# Stored data
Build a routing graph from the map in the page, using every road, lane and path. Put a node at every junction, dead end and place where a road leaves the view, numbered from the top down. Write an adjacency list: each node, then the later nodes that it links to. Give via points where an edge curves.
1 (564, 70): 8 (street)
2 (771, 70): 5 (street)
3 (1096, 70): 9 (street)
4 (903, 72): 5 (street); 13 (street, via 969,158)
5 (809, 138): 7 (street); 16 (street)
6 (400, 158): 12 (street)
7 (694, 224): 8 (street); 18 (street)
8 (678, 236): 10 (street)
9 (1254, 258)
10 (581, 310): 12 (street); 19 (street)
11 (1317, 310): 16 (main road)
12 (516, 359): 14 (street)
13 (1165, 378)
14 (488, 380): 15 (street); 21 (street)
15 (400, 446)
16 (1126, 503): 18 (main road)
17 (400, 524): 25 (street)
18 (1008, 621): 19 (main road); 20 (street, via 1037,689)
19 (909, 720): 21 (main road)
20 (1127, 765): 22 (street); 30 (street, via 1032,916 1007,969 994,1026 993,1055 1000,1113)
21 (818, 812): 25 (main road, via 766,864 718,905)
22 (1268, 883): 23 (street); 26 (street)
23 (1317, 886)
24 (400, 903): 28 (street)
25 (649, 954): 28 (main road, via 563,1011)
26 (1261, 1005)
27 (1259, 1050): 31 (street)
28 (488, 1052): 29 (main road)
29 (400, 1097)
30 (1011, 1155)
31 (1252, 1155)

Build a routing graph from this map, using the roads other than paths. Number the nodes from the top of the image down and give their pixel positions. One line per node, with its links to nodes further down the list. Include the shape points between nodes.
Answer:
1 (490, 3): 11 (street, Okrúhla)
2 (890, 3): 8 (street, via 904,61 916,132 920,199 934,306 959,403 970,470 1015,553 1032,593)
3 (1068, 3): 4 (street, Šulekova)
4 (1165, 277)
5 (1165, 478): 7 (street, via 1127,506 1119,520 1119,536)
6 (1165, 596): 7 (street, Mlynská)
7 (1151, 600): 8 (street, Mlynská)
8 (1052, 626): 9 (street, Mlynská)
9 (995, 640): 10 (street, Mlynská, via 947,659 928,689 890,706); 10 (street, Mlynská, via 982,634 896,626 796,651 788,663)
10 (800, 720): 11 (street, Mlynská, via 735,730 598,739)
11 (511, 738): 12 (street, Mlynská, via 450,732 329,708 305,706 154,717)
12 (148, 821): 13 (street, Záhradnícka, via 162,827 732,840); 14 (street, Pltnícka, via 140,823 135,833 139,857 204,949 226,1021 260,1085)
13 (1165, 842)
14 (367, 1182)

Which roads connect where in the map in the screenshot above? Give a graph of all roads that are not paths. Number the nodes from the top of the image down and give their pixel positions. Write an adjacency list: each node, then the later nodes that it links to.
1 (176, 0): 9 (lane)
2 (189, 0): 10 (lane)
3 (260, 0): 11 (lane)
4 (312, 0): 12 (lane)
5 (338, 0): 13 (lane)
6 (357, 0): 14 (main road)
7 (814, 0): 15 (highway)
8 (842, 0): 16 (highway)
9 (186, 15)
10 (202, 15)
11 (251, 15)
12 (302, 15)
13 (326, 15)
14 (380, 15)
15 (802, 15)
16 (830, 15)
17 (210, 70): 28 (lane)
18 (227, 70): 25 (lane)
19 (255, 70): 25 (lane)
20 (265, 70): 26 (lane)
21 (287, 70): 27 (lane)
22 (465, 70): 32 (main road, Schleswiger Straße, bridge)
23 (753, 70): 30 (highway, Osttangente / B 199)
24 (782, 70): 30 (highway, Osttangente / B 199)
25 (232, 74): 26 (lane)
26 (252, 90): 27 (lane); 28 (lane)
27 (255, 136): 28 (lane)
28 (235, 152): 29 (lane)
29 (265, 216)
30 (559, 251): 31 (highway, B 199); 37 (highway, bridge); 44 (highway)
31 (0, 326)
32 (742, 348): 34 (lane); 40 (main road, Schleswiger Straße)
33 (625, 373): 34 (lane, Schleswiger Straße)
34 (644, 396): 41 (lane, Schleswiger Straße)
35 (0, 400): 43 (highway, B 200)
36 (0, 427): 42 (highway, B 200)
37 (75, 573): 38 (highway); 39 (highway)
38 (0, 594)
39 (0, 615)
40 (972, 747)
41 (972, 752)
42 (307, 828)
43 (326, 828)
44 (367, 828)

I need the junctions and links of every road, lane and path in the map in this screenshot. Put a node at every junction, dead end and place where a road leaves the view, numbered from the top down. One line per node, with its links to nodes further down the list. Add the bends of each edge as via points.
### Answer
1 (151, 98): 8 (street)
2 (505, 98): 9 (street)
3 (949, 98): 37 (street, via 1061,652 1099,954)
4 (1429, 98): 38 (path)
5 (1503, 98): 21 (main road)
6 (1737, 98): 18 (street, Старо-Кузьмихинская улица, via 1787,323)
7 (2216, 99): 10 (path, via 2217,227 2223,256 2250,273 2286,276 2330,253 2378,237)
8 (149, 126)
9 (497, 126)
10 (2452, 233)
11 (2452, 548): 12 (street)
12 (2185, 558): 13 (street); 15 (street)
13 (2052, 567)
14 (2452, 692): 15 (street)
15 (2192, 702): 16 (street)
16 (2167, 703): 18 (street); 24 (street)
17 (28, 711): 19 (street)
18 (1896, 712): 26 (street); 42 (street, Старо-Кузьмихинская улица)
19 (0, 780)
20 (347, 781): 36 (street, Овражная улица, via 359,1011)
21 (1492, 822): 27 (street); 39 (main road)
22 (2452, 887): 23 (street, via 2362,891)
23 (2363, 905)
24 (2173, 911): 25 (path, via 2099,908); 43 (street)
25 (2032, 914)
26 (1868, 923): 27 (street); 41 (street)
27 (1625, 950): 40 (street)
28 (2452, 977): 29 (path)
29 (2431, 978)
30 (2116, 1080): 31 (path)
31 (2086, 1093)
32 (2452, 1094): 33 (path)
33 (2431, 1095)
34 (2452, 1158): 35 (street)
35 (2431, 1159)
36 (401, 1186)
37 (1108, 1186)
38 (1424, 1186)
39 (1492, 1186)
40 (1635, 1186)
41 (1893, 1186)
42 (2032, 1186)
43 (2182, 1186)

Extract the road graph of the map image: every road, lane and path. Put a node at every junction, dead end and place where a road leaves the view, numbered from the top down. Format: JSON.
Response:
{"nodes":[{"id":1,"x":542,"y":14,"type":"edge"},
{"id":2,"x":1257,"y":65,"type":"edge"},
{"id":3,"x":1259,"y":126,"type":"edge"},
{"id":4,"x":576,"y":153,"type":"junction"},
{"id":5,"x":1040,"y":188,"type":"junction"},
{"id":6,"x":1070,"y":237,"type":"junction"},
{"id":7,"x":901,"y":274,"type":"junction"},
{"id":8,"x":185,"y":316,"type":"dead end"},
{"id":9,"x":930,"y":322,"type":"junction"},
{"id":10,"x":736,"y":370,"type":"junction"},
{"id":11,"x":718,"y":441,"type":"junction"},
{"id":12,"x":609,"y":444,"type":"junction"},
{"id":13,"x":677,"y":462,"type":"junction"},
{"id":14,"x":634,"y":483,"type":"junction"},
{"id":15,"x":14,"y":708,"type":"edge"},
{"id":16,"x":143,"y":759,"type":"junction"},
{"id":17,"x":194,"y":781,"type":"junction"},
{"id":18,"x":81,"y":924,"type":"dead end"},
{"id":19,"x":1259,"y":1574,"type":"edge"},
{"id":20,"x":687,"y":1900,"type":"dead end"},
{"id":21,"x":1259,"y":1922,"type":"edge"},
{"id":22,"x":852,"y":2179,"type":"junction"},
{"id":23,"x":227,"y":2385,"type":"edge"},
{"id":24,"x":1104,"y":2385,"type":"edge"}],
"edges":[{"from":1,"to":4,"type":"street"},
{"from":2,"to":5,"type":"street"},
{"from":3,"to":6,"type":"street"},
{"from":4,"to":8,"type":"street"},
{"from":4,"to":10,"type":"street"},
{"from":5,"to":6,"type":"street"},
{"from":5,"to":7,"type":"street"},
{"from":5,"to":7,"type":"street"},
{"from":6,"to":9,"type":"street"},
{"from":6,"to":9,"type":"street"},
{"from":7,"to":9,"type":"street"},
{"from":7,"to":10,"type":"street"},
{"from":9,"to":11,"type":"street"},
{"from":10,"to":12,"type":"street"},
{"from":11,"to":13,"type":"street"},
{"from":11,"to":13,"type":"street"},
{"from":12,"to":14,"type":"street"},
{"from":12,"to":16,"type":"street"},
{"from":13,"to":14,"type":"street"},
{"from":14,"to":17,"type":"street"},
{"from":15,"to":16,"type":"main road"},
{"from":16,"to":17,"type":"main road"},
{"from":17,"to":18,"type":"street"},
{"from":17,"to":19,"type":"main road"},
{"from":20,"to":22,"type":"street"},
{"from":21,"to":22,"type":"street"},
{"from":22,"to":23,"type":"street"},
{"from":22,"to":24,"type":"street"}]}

# What you have to do
Each line that mentions the string "with" must be copied from the listing.

# Answer for the task
Build a routing graph from this map, using the roads other than paths. Number the nodes from the top of the image down and give their pixel positions. One line per node, with its links to nodes further down the list. Include the shape points between nodes.
I need the junctions and links of every road, lane and path in the map in this screenshot. Put a node at every junction, dead end and place where a road leaves the view, numbered from the top down. One line per node, with its links to nodes further down the list. Add the bends of each edge as via points.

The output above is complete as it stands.